Brief ▸
Output what the records say, word for word, with no images.

Content starts

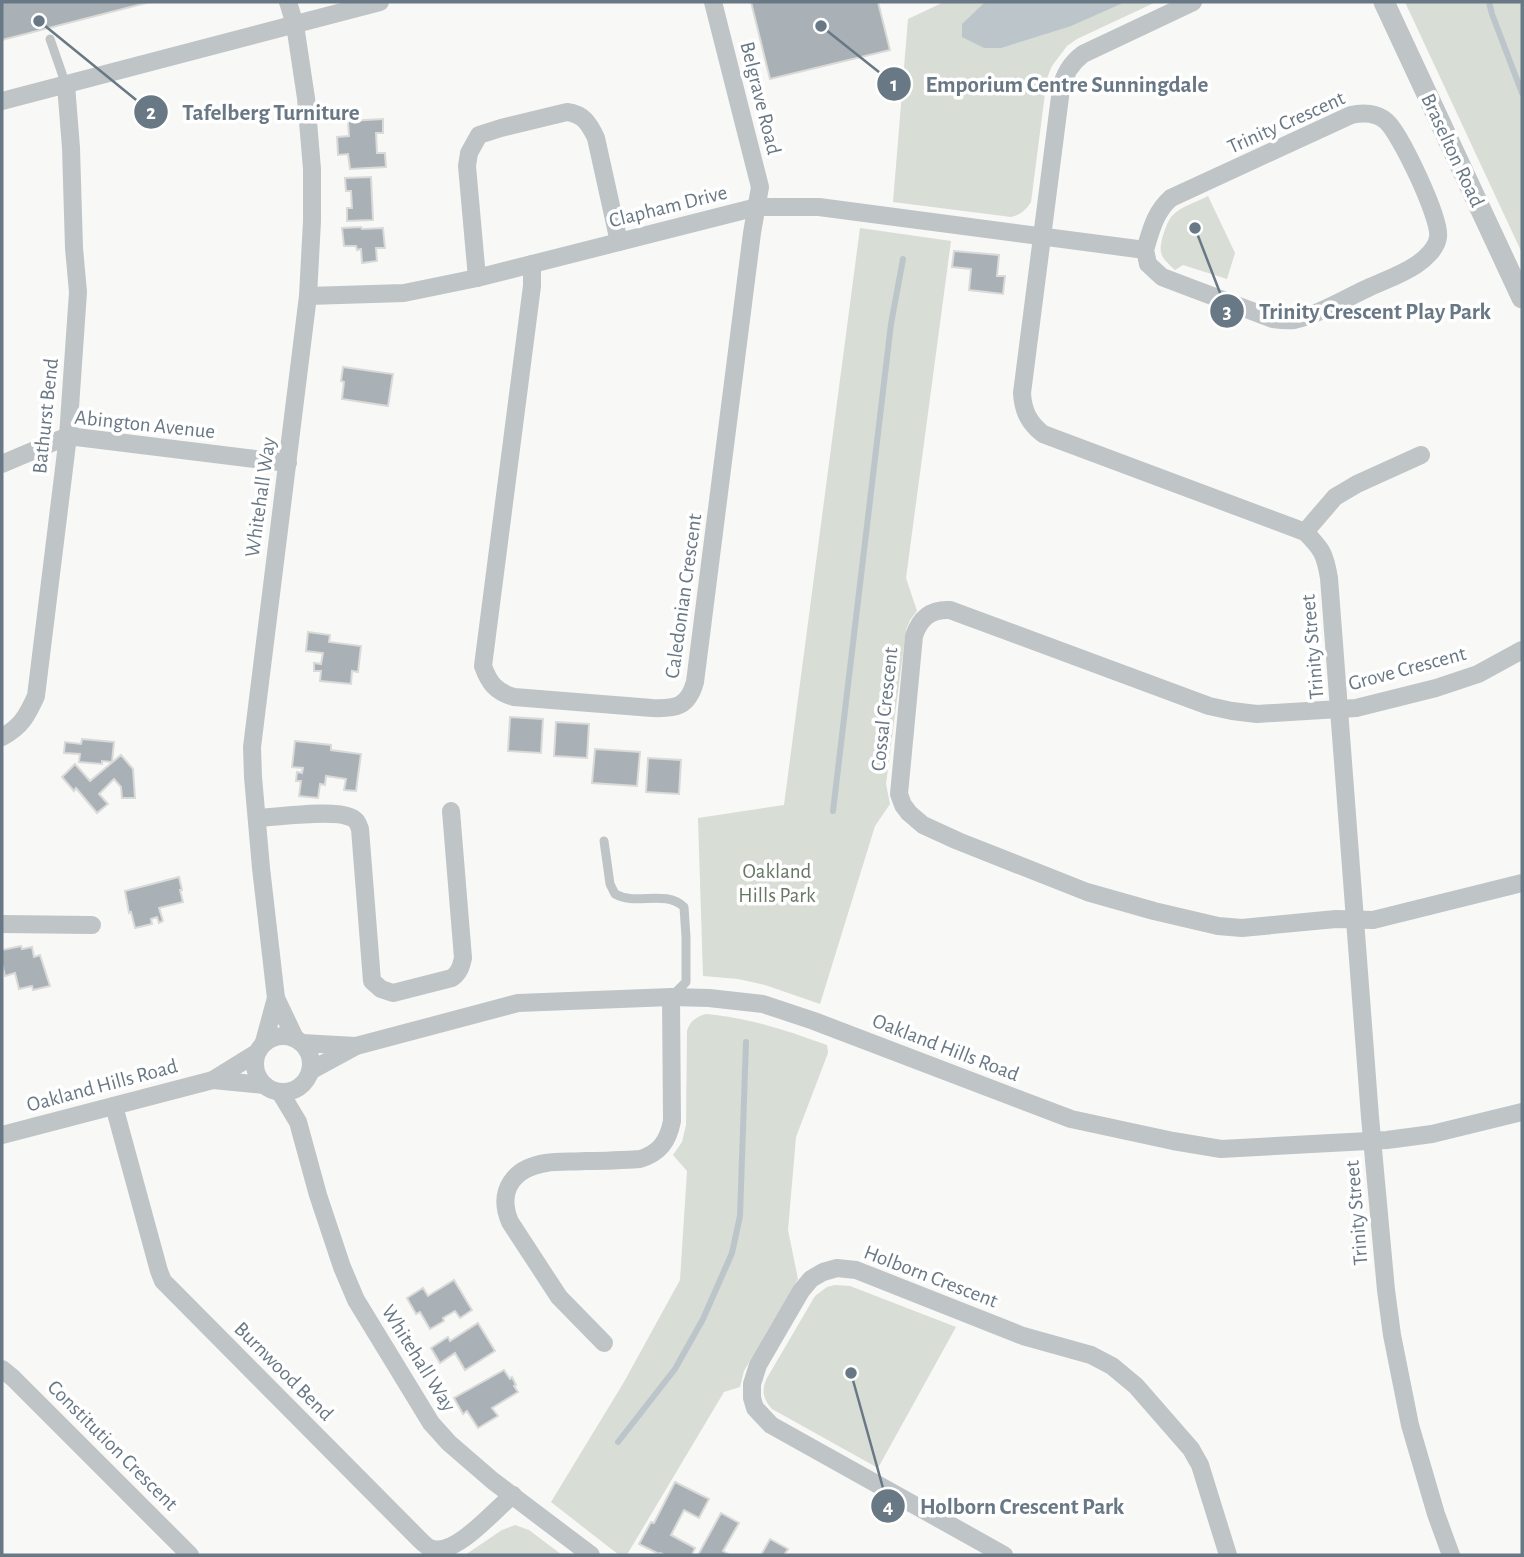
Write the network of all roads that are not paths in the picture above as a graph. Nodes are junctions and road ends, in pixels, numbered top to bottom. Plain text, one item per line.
1 (288, 2) edge
2 (380, 2) edge
3 (713, 2) edge
4 (1193, 2) edge
5 (1384, 2) edge
6 (295, 24) junction
7 (50, 39) dead end
8 (66, 85) junction
9 (2, 100) edge
10 (757, 207) junction
11 (1043, 236) junction
12 (619, 242) junction
13 (1144, 250) junction
14 (532, 264) junction
15 (477, 278) junction
16 (308, 296) junction
17 (1522, 298) edge
18 (68, 436) junction
19 (1421, 455) dead end
20 (288, 463) junction
21 (2, 464) edge
22 (1305, 532) junction
23 (1522, 650) edge
24 (1339, 708) junction
25 (2, 737) edge
26 (451, 811) dead end
27 (257, 818) junction
28 (604, 841) dead end
29 (1522, 883) edge
30 (1356, 920) junction
31 (2, 924) edge
32 (92, 925) dead end
33 (275, 998) junction
34 (671, 998) junction
35 (299, 1040) junction
36 (356, 1045) junction
37 (260, 1048) junction
38 (305, 1078) junction
39 (213, 1080) junction
40 (272, 1089) junction
41 (114, 1106) junction
42 (1522, 1112) edge
43 (298, 1122) junction
44 (2, 1135) edge
45 (1372, 1140) junction
46 (604, 1343) dead end
47 (2, 1369) edge
48 (513, 1495) junction
49 (190, 1555) edge
50 (591, 1555) edge
51 (1004, 1555) edge
52 (1228, 1555) edge
53 (1451, 1555) edge

1 - 6 street, Whitehall Way
2 - 6 street
3 - 10 street, Belgrave Road
4 - 11 street
5 - 17 street, Braselton Road
6 - 8 street
6 - 16 street, Whitehall Way
7 - 8 lane
8 - 9 street
8 - 18 street, Bathurst Bend
10 - 11 street, Clapham Drive
10 - 12 street, Clapham Drive
10 - 14 street, Caledonian Crescent
11 - 13 street
11 - 22 street
12 - 14 street, Clapham Drive
12 - 15 street
13 - 13 street, Trinity Crescent
14 - 15 street, Clapham Drive
15 - 16 street, Clapham Drive
16 - 20 street, Whitehall Way
18 - 20 street, Abington Avenue
18 - 21 street, Abington Avenue
18 - 25 street, Bathurst Bend
19 - 22 street
20 - 27 street, Whitehall Way
22 - 24 street, Trinity Street
23 - 24 street, Grove Crescent
24 - 30 street, Trinity Street
24 - 30 street, Cossal Crescent
26 - 27 street
27 - 33 street, Whitehall Way
28 - 34 lane
29 - 30 street
30 - 45 street, Trinity Street
31 - 32 street
33 - 35 street, Whitehall Way
33 - 37 street, Whitehall Way
34 - 36 street, Oakland Hills Road
34 - 45 street, Oakland Hills Road
34 - 46 street
35 - 36 street, Oakland Hills Road
35 - 37 street
35 - 38 street
36 - 38 street, Oakland Hills Road
37 - 39 street, Oakland Hills Road
37 - 40 street
38 - 40 street
38 - 43 street, Whitehall Way
39 - 40 street, Oakland Hills Road
39 - 41 street, Oakland Hills Road
40 - 43 street, Whitehall Way
41 - 44 street, Oakland Hills Road
41 - 48 street, Burnwood Bend
42 - 45 street, Oakland Hills Road
43 - 48 street, Whitehall Way
45 - 53 street, Trinity Street
47 - 49 street, Constitution Crescent
48 - 50 street, Whitehall Way
51 - 52 street, Holborn Crescent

Content ends

Completed task ▸
Write the network of all roads that are not paths in the picture above as a graph. Nodes are junctions and road ends, in pixels, numbered top to bottom. Plain text, one item per line.
1 (288, 2) edge
2 (380, 2) edge
3 (713, 2) edge
4 (1193, 2) edge
5 (1384, 2) edge
6 (295, 24) junction
7 (50, 39) dead end
8 (66, 85) junction
9 (2, 100) edge
10 (757, 207) junction
11 (1043, 236) junction
12 (619, 242) junction
13 (1144, 250) junction
14 (532, 264) junction
15 (477, 278) junction
16 (308, 296) junction
17 (1522, 298) edge
18 (68, 436) junction
19 (1421, 455) dead end
20 (288, 463) junction
21 (2, 464) edge
22 (1305, 532) junction
23 (1522, 650) edge
24 (1339, 708) junction
25 (2, 737) edge
26 (451, 811) dead end
27 (257, 818) junction
28 (604, 841) dead end
29 (1522, 883) edge
30 (1356, 920) junction
31 (2, 924) edge
32 (92, 925) dead end
33 (275, 998) junction
34 (671, 998) junction
35 (299, 1040) junction
36 (356, 1045) junction
37 (260, 1048) junction
38 (305, 1078) junction
39 (213, 1080) junction
40 (272, 1089) junction
41 (114, 1106) junction
42 (1522, 1112) edge
43 (298, 1122) junction
44 (2, 1135) edge
45 (1372, 1140) junction
46 (604, 1343) dead end
47 (2, 1369) edge
48 (513, 1495) junction
49 (190, 1555) edge
50 (591, 1555) edge
51 (1004, 1555) edge
52 (1228, 1555) edge
53 (1451, 1555) edge

1 - 6 street, Whitehall Way
2 - 6 street
3 - 10 street, Belgrave Road
4 - 11 street
5 - 17 street, Braselton Road
6 - 8 street
6 - 16 street, Whitehall Way
7 - 8 lane
8 - 9 street
8 - 18 street, Bathurst Bend
10 - 11 street, Clapham Drive
10 - 12 street, Clapham Drive
10 - 14 street, Caledonian Crescent
11 - 13 street
11 - 22 street
12 - 14 street, Clapham Drive
12 - 15 street
13 - 13 street, Trinity Crescent
14 - 15 street, Clapham Drive
15 - 16 street, Clapham Drive
16 - 20 street, Whitehall Way
18 - 20 street, Abington Avenue
18 - 21 street, Abington Avenue
18 - 25 street, Bathurst Bend
19 - 22 street
20 - 27 street, Whitehall Way
22 - 24 street, Trinity Street
23 - 24 street, Grove Crescent
24 - 30 street, Trinity Street
24 - 30 street, Cossal Crescent
26 - 27 street
27 - 33 street, Whitehall Way
28 - 34 lane
29 - 30 street
30 - 45 street, Trinity Street
31 - 32 street
33 - 35 street, Whitehall Way
33 - 37 street, Whitehall Way
34 - 36 street, Oakland Hills Road
34 - 45 street, Oakland Hills Road
34 - 46 street
35 - 36 street, Oakland Hills Road
35 - 37 street
35 - 38 street
36 - 38 street, Oakland Hills Road
37 - 39 street, Oakland Hills Road
37 - 40 street
38 - 40 street
38 - 43 street, Whitehall Way
39 - 40 street, Oakland Hills Road
39 - 41 street, Oakland Hills Road
40 - 43 street, Whitehall Way
41 - 44 street, Oakland Hills Road
41 - 48 street, Burnwood Bend
42 - 45 street, Oakland Hills Road
43 - 48 street, Whitehall Way
45 - 53 street, Trinity Street
47 - 49 street, Constitution Crescent
48 - 50 street, Whitehall Way
51 - 52 street, Holborn Crescent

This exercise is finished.